DESIS Imagery of the Falkland Islands processed with ENVI. Imagery courtesy Teledyne Brown Engineering

Spectral is a term I’ve used on a daily basis since I first started working with Landsat and AVIRIS data in 1998 at the University of Colorado. That is when I learned that a sensor in space or on a plane could tell something about the ground that I couldn’t see with my own eyes. It could tell me how dry or wet vegetation was, what kind of rock I was standing on, and what might be underneath that rock.

There were more questions than I could ever hope to answer. Those questions have only grown as sensors advanced, compute power expanded, and algorithms improved…the definition of what spectral data even means has even evolved. At one point in time, spectral data were only for experts and researchers. However, the accessibility of spectral data has widened, and with it, a new spectral revolution has begun in remote sensing.

There’s no doubt hyperspectral and multispectral instruments have been producing quality data for some time. The data are now collected more frequently, with higher spatial and spectral resolution, and better fidelity. The unlimited questions about a single point in time have become questions about changes “over time” and “across sensors.” The description of images having “n” dimensions spectrally (where n is the number of bands) becomes more expansive with the addition of a time domain (notice I didn’t say complex).

Optical remote sensing people are a scrappy bunch, they want data over their site, the source and date may not matter as much. Getting what you can when you can without those nasty clouds is step one (we can talk the miracle of SAR in another blog). Step two is prepping that data, and now step three is often combining/comparing datasets vs working with one moment in time or one sensor. The multispectral small sats currently and soon to be in orbit expands that third step, so do hyperspectral small sats, drones, and aerial options. My notion of unlimited questions of spectral data has evolved into something beyond infinite (I know, not a numeric thing) but it feels much bigger than my first concept of “a ton of possibilities.”
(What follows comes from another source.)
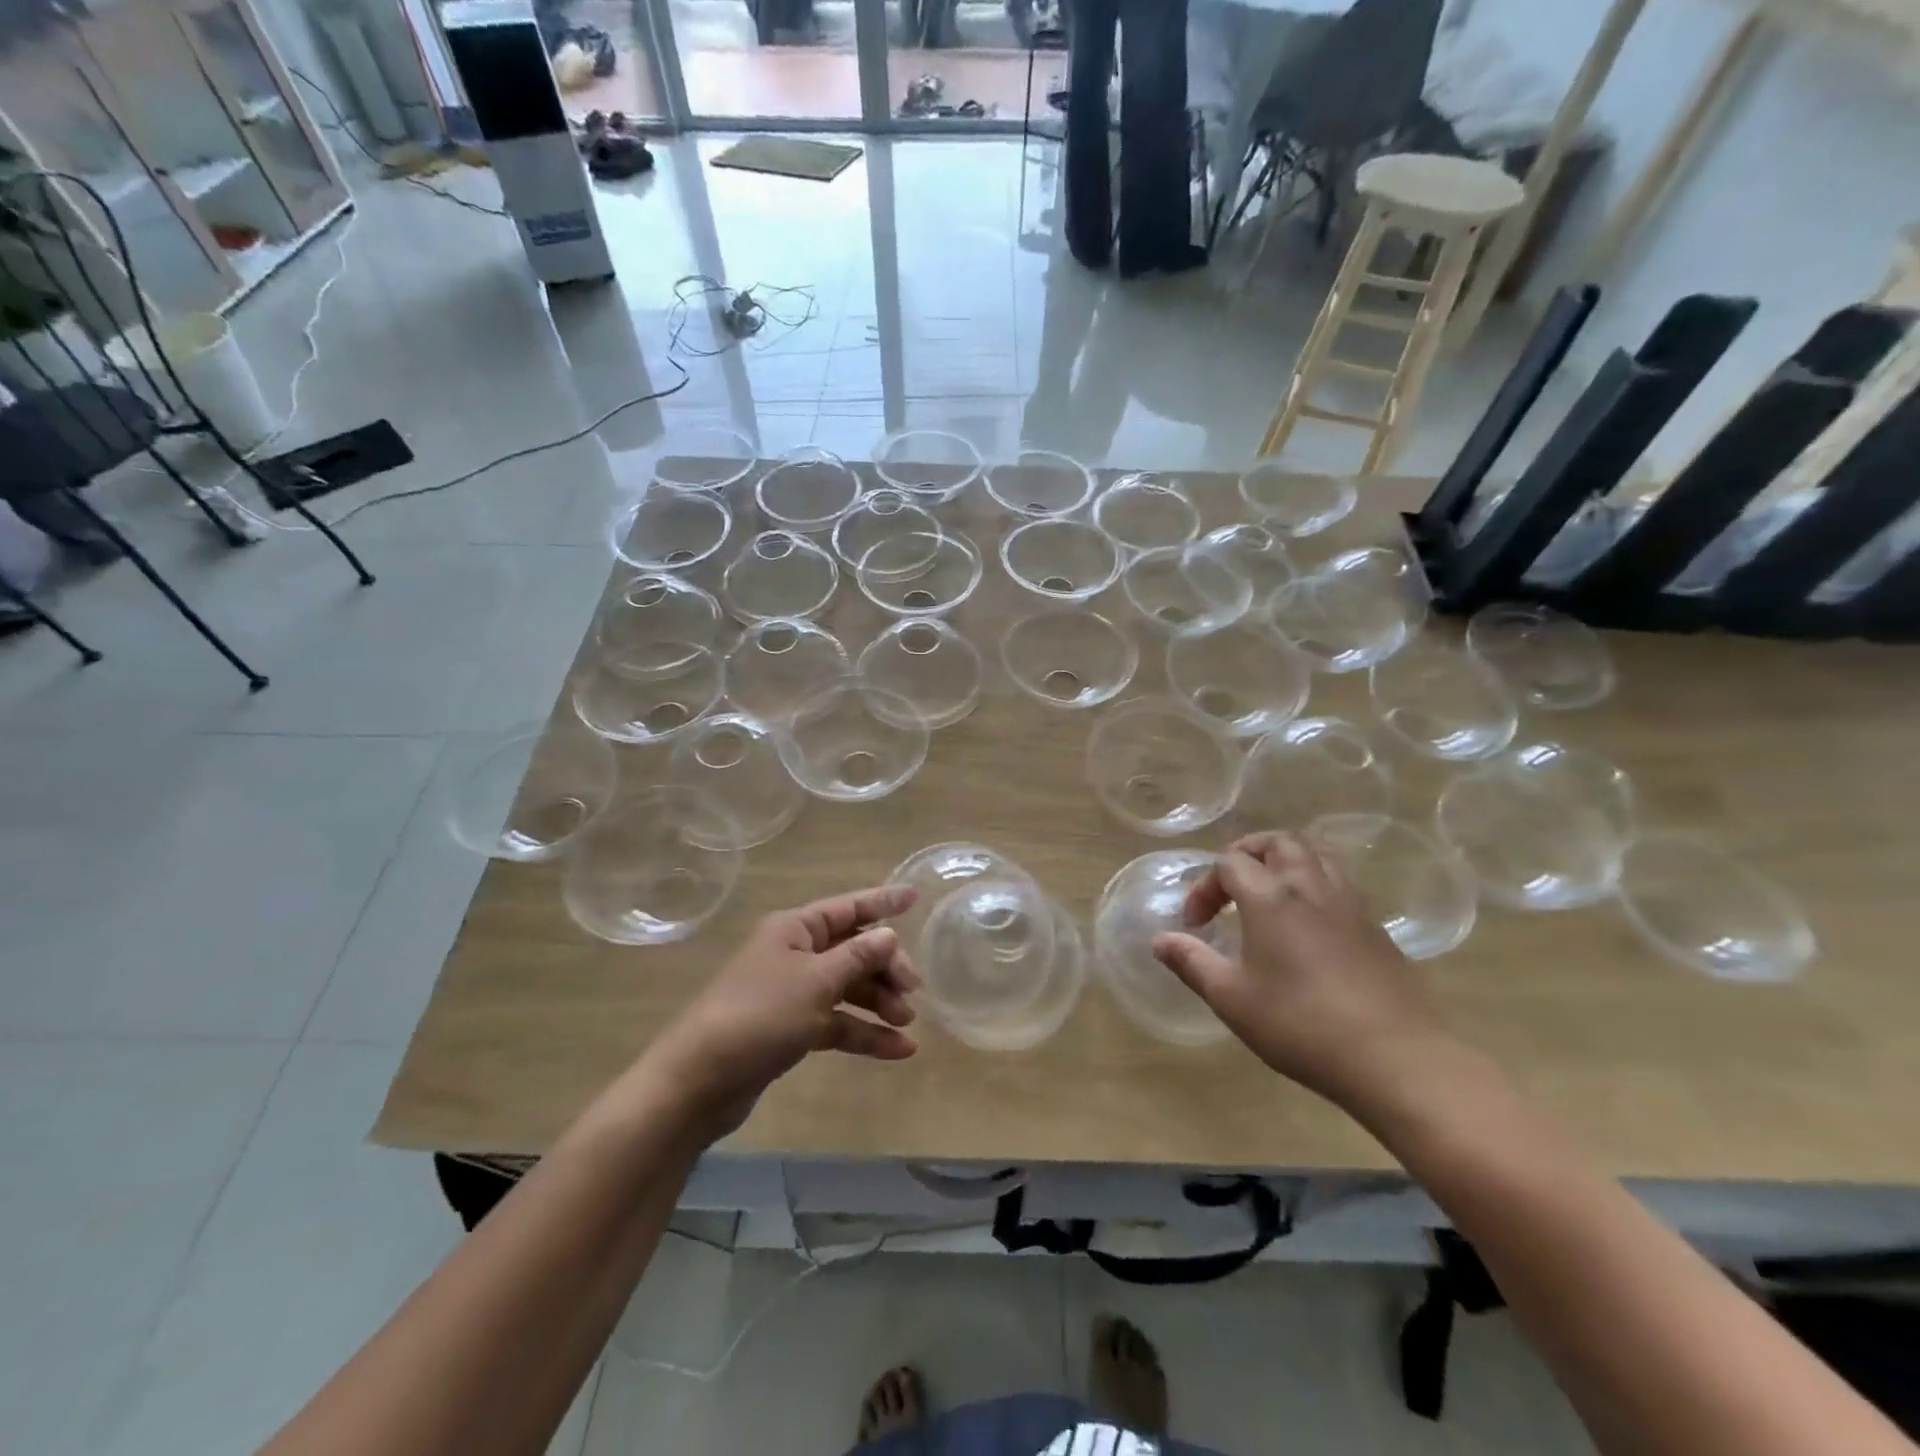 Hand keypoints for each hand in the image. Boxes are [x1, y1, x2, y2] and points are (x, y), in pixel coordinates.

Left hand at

Sure, like any field, there’s training you need to get to what you want to know. Sure, it’s sometimes a bit of art and craft. Ignorance is usually not a good thing in life or science, but I’ve reached a point in my career where I’m comfortable in saying, “there are more things I’m ignorant about that can be done with spectral imagery that what I know can be done.” It’s an exciting place to be knowing that combining one more band or one more date in time can reveal something you didn’t think you’d see.

The doors that artificial intelligence have opened give some people pause, that all problems can be solved with algorithms and compute capacity. Adding a new computational scale like Deep Learning will let us ask even more questions and infer things we couldn’t before. And the one thing we can be sure of is change…the world will never stop changing. More people will need to be fed, habitat better preserved, and conflict will sadly always exist.
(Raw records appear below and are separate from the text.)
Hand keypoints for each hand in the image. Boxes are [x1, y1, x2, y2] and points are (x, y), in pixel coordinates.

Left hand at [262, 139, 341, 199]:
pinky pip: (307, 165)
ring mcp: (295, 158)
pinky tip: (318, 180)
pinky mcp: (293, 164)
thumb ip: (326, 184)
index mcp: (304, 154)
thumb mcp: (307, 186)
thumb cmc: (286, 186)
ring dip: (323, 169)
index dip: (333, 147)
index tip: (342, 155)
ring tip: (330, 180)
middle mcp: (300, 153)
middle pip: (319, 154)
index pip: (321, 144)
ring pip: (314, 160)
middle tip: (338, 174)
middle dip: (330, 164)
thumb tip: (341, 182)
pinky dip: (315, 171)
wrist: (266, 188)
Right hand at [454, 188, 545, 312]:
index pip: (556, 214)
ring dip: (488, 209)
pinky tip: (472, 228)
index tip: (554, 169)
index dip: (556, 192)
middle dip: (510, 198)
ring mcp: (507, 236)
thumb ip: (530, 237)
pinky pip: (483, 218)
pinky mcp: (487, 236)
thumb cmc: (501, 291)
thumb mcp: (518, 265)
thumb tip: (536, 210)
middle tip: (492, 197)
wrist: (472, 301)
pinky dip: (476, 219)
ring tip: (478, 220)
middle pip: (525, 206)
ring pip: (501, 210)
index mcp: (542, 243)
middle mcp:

A map derived from an image is old the moment it’s published. Our climate is rapidly changing…to survive as a planet we must understand those changes and when they start/stop/accelerate/slow down. Combining sensors, dates, scale give us a different kind of understanding and the permutations, like questions, are limitless.

I never thought I’d look for penguins, marine debris, oil, grizzly bear habit indicators, fire climax fuel, track disease, study deforestation patterns, measure water quality, look for tanks, observe how vegetation changes with climate and hear friends/colleagues study coral reefs, find underpaintings from Picasso, make policy recommendations for nuclear non-proliferation, find ancient migration trails with pottery shards, forensically analyze ink and paper from serial killers, locate hidden cultures and communities, estimate population, map electricity sources and so many other applications. But now, the proliferation of data sources, software tools, computational power can make these use cases automatic and easily consumable

Rockhopper Penguin

NV5 Geospatial recently hosted a half day spectral thought leadership event – Spectral Sessions. Attendees learned about some of these applications from people who are experts versus a dabbler like me. If you missed this event, you can still view the recordings of all the presentations for free. You’ll see panels of experts discussing how this industry is ready to grow with spectral users who have all levels of knowledge and learn about some of the exciting sensor and software developments that will fuel these never-ending questions.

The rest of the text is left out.